Power Tools: Piles of Files

Using text and utilities to organize and access files.

Linux runs on text. Configuration files are often human-readable text. Many other files contain text, too, and text often flows through Standard I/O connections. Linux has powerful utilities to handle text; you can also use a scripting language.

The names of files and their locations (pathnames) are also usually text. So, the techniques you use to process text can also be used to process files.

(Of course, if looking through file listings and clicking on some of them is the best way to find what you want, Linux has GUI browsers like Nautilus and Konqueror.)

This article covers ways to make lists of files — on-the-fly or in another file — then narrow the list to just what you’re looking for. We’ll use lots of shell loops with redirected I/O; if you need an introduction, see the sections “Let a Loop Do The Work” in Great Command-line Combinations.

When the Name Isn’t Enough

The third article in the Filenames by Design series shows ways to find files by name when those files are part of a thoughtfully-designed system.
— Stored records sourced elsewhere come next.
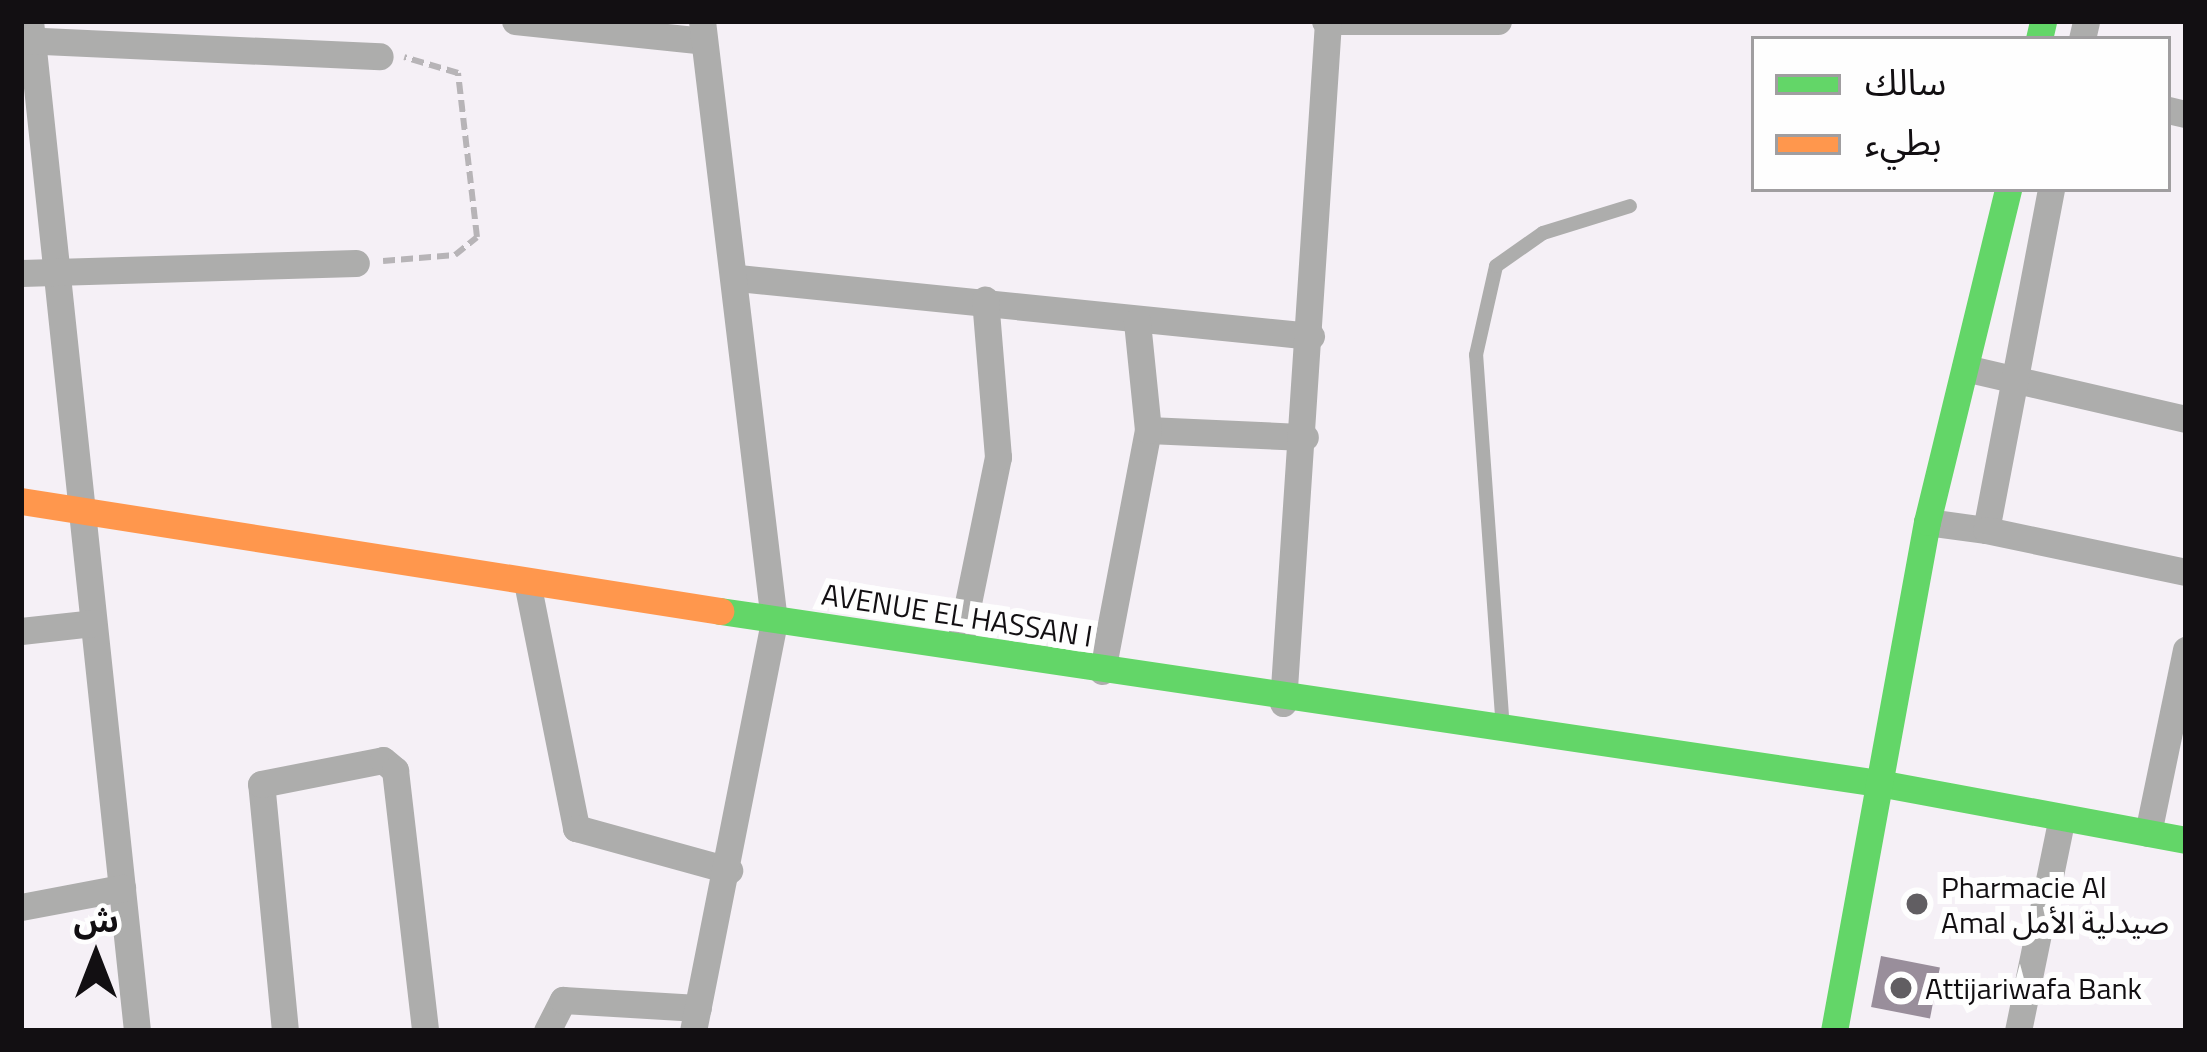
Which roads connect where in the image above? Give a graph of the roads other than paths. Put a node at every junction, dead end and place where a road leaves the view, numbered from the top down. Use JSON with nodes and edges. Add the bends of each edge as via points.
{"nodes":[{"id":1,"x":515,"y":21,"type":"edge"},
{"id":2,"x":1327,"y":21,"type":"edge"},
{"id":3,"x":1498,"y":21,"type":"edge"},
{"id":4,"x":703,"y":31,"type":"edge"},
{"id":5,"x":27,"y":34,"type":"edge"},
{"id":6,"x":380,"y":56,"type":"road end"},
{"id":7,"x":2007,"y":192,"type":"edge"},
{"id":8,"x":2050,"y":192,"type":"edge"},
{"id":9,"x":1630,"y":206,"type":"dead end"},
{"id":10,"x":356,"y":263,"type":"road end"},
{"id":11,"x":59,"y":271,"type":"junction"},
{"id":12,"x":21,"y":273,"type":"edge"},
{"id":13,"x":738,"y":278,"type":"junction"},
{"id":14,"x":985,"y":300,"type":"junction"},
{"id":15,"x":1137,"y":322,"type":"junction"},
{"id":16,"x":1311,"y":336,"type":"junction"},
{"id":17,"x":1965,"y":368,"type":"junction"},
{"id":18,"x":2012,"y":382,"type":"junction"},
{"id":19,"x":2186,"y":419,"type":"edge"},
{"id":20,"x":1148,"y":430,"type":"junction"},
{"id":21,"x":1305,"y":437,"type":"junction"},
{"id":22,"x":21,"y":501,"type":"edge"},
{"id":23,"x":84,"y":514,"type":"junction"},
{"id":24,"x":1927,"y":522,"type":"junction"},
{"id":25,"x":1986,"y":530,"type":"junction"},
{"id":26,"x":2186,"y":572,"type":"edge"},
{"id":27,"x":528,"y":587,"type":"junction"},
{"id":28,"x":774,"y":620,"type":"junction"},
{"id":29,"x":93,"y":623,"type":"junction"},
{"id":30,"x":21,"y":631,"type":"edge"},
{"id":31,"x":961,"y":642,"type":"junction"},
{"id":32,"x":2186,"y":650,"type":"edge"},
{"id":33,"x":1102,"y":671,"type":"junction"},
{"id":34,"x":1283,"y":703,"type":"junction"},
{"id":35,"x":1504,"y":730,"type":"junction"},
{"id":36,"x":1883,"y":784,"type":"junction"},
{"id":37,"x":2062,"y":818,"type":"junction"},
{"id":38,"x":2148,"y":833,"type":"junction"},
{"id":39,"x":2186,"y":840,"type":"edge"},
{"id":40,"x":730,"y":870,"type":"junction"},
{"id":41,"x":122,"y":888,"type":"junction"},
{"id":42,"x":21,"y":907,"type":"edge"},
{"id":43,"x":696,"y":1019,"type":"edge"},
{"id":44,"x":137,"y":1031,"type":"edge"},
{"id":45,"x":285,"y":1031,"type":"edge"},
{"id":46,"x":425,"y":1031,"type":"edge"},
{"id":47,"x":547,"y":1031,"type":"edge"},
{"id":48,"x":1834,"y":1031,"type":"edge"},
{"id":49,"x":2018,"y":1031,"type":"edge"}],
"edges":[{"from":1,"to":4,"type":"street"},
{"from":2,"to":3,"type":"street"},
{"from":2,"to":16,"type":"street"},
{"from":4,"to":13,"type":"street"},
{"from":5,"to":6,"type":"street"},
{"from":5,"to":11,"type":"street"},
{"from":7,"to":17,"type":"street"},
{"from":8,"to":18,"type":"street"},
{"from":9,"to":35,"type":"lane","via":[[1543,233],[1496,266],[1476,355]]},
{"from":10,"to":11,"type":"street"},
{"from":11,"to":12,"type":"street"},
{"from":11,"to":23,"type":"street"},
{"from":13,"to":14,"type":"street"},
{"from":13,"to":28,"type":"street"},
{"from":14,"to":15,"type":"street"},
{"from":14,"to":31,"type":"street","via":[[998,458]]},
{"from":15,"to":16,"type":"street"},
{"from":15,"to":20,"type":"street"},
{"from":16,"to":21,"type":"street"},
{"from":17,"to":18,"type":"street"},
{"from":17,"to":24,"type":"street"},
{"from":18,"to":19,"type":"street"},
{"from":18,"to":25,"type":"street"},
{"from":20,"to":21,"type":"street"},
{"from":20,"to":33,"type":"street"},
{"from":21,"to":34,"type":"street"},
{"from":22,"to":23,"type":"street","name":"AVENUE EL HASSAN I"},
{"from":23,"to":27,"type":"street","name":"AVENUE EL HASSAN I"},
{"from":23,"to":29,"type":"street"},
{"from":24,"to":25,"type":"street"},
{"from":24,"to":36,"type":"street"},
{"from":25,"to":26,"type":"street"},
{"from":27,"to":28,"type":"street","name":"AVENUE EL HASSAN I"},
{"from":27,"to":40,"type":"street","via":[[576,828]]},
{"from":28,"to":31,"type":"street","name":"AVENUE EL HASSAN I"},
{"from":28,"to":40,"type":"street"},
{"from":29,"to":30,"type":"street"},
{"from":29,"to":41,"type":"street"},
{"from":31,"to":33,"type":"street","name":"AVENUE EL HASSAN I"},
{"from":32,"to":38,"type":"street"},
{"from":33,"to":34,"type":"street","name":"AVENUE EL HASSAN I"},
{"from":34,"to":35,"type":"street","name":"AVENUE EL HASSAN I"},
{"from":35,"to":36,"type":"street","name":"AVENUE EL HASSAN I"},
{"from":36,"to":37,"type":"street","name":"AVENUE EL HASSAN I"},
{"from":36,"to":48,"type":"street"},
{"from":37,"to":38,"type":"street","name":"AVENUE EL HASSAN I"},
{"from":37,"to":49,"type":"street"},
{"from":38,"to":39,"type":"street","name":"AVENUE EL HASSAN I"},
{"from":40,"to":43,"type":"street"},
{"from":41,"to":42,"type":"street"},
{"from":41,"to":44,"type":"street"},
{"from":43,"to":47,"type":"street","via":[[563,1000]]},
{"from":45,"to":46,"type":"street","via":[[262,784],[383,760],[395,770]]}]}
If you’re like me, though, you can only wish that all of your files were in a system that makes everything easy to find. (Some projects are carefully planned. Others are 3 a.m. hacks that you can’t finish neatly before the next crisis hits.)
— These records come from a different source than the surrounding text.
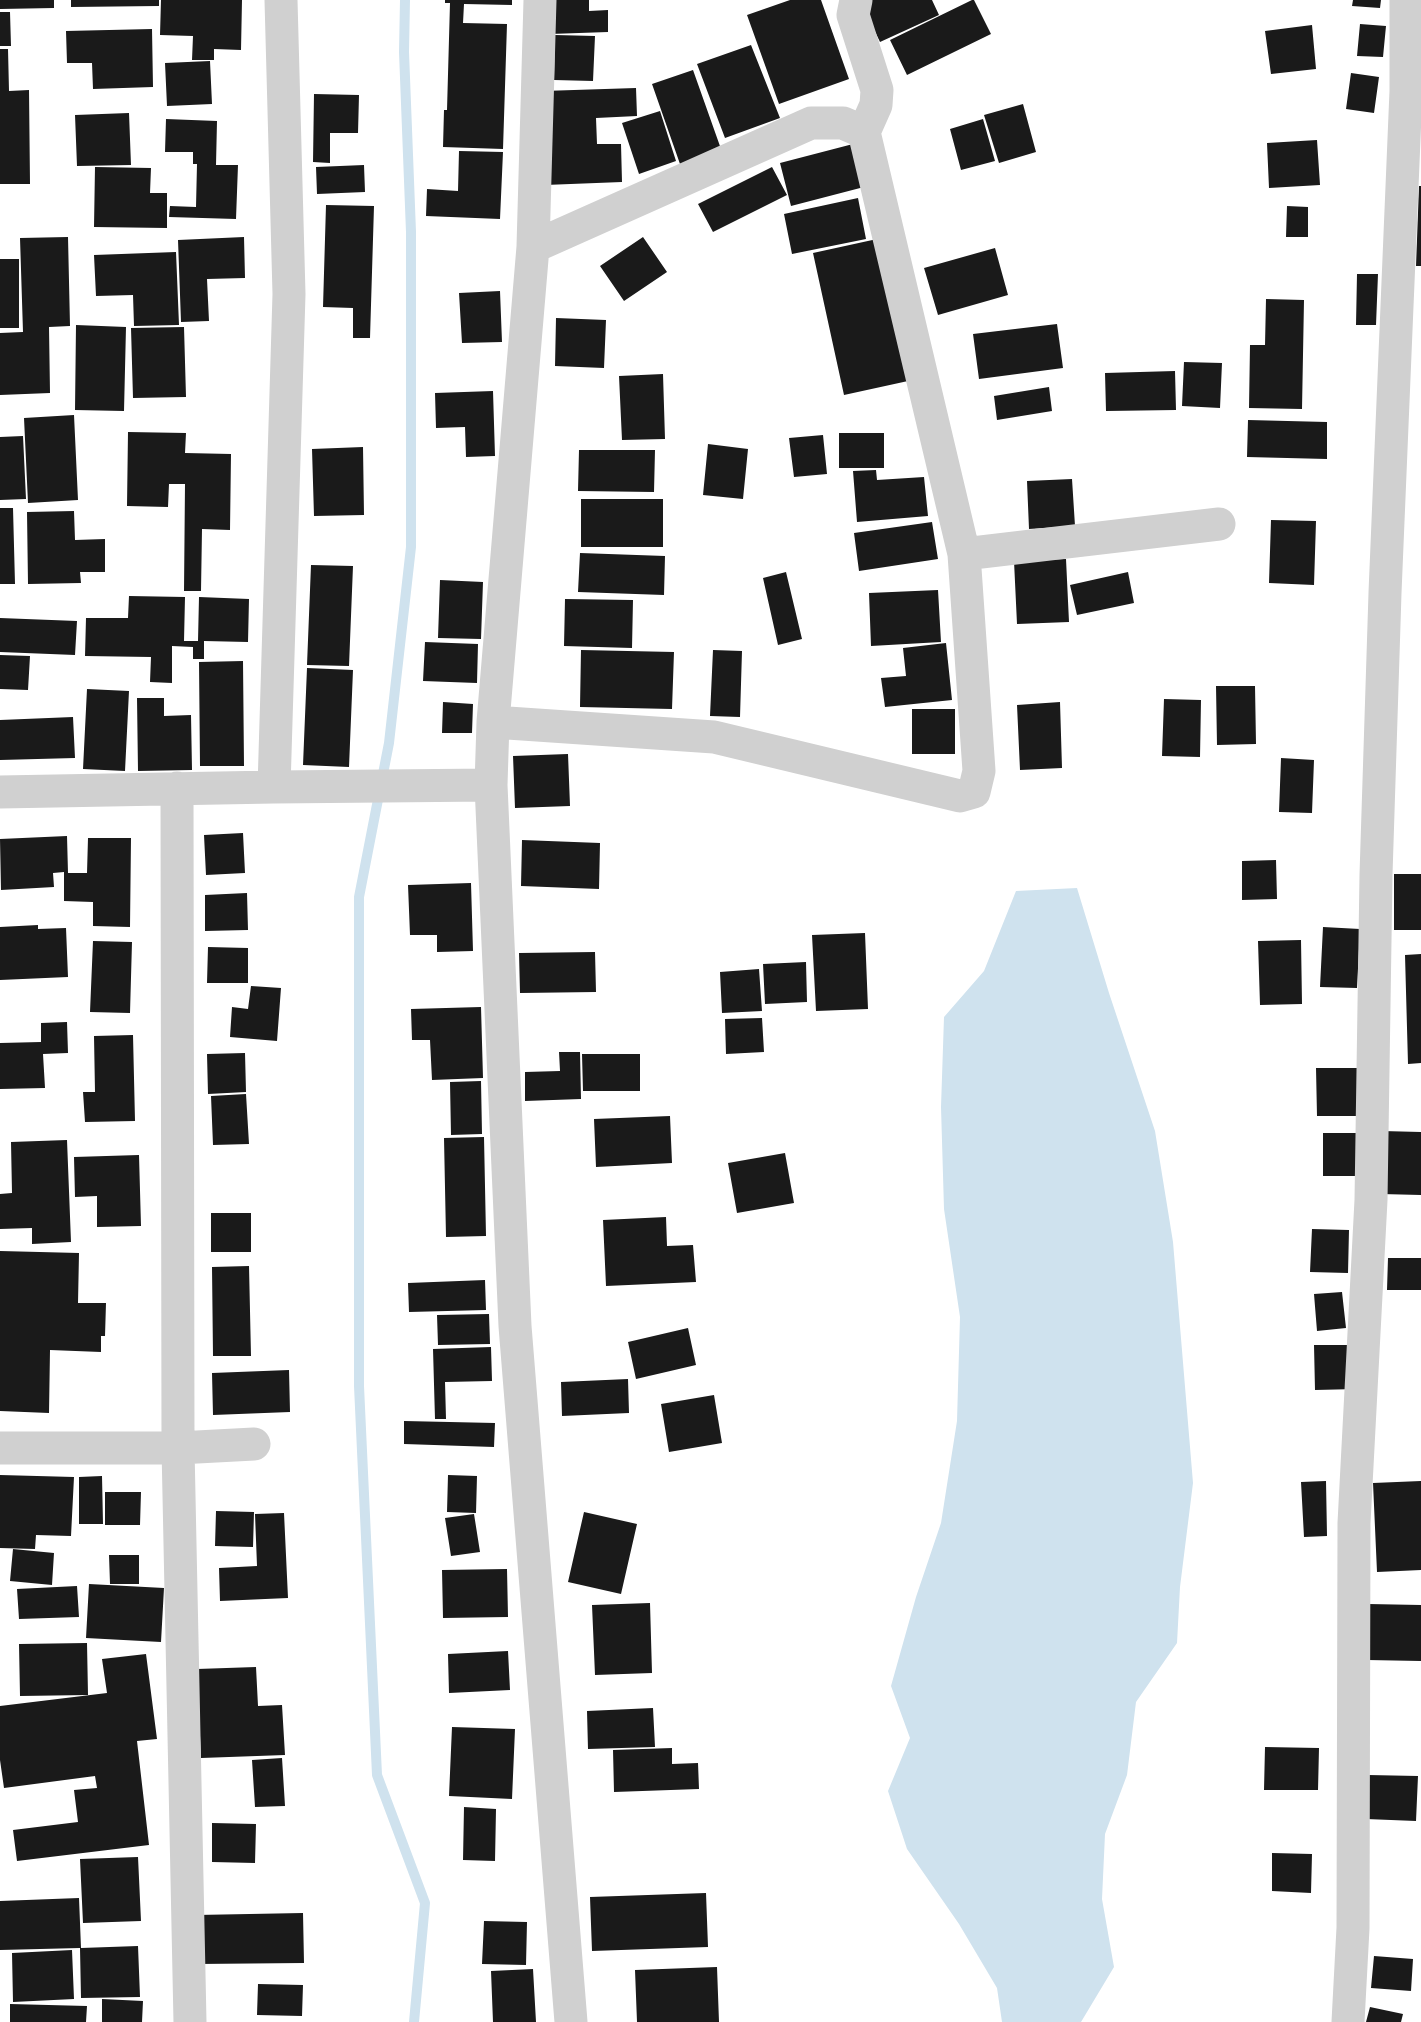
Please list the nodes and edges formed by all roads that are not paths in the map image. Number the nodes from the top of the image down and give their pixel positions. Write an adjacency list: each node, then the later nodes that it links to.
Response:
1 (281, 0): 11 (street)
2 (540, 0): 6 (street)
3 (856, 0): 5 (street)
4 (1406, 0): 19 (street)
5 (864, 132): 6 (street); 8 (street)
6 (533, 247): 9 (street)
7 (1219, 524): 8 (street)
8 (964, 554): 9 (street)
9 (493, 722): 10 (street)
10 (475, 785): 11 (street); 18 (street)
11 (289, 787): 12 (street)
12 (177, 788): 13 (street); 16 (street)
13 (0, 792)
14 (254, 1444): 16 (street)
15 (0, 1448): 16 (street)
16 (178, 1448): 17 (street)
17 (190, 2022)
18 (571, 2022)
19 (1348, 2022)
Attributes like the last-modification timestamp or the size can help you find a file that’s hidden like a needle in a haystack. See the sidebar Some file attributes for suggestions. Of course, attributes aren’t always enough.

One of my favorite quick ways to save files from a project is to make a tar(1) archive in gzip(1) format with a name like project-name_1996-02-15.tar.gz and transfer it into a directory named tarballs on my main system. That’s great if I remember the name of the project or when I worked on it. More likely, though, I’ve forgotten what year it was or what conference I was about to attend when I wrote that file with the example I’m looking for. It’s time for power tools.

(By the way, this is a specific example of a general technique. These ideas also work for single files that aren’t in an archive.)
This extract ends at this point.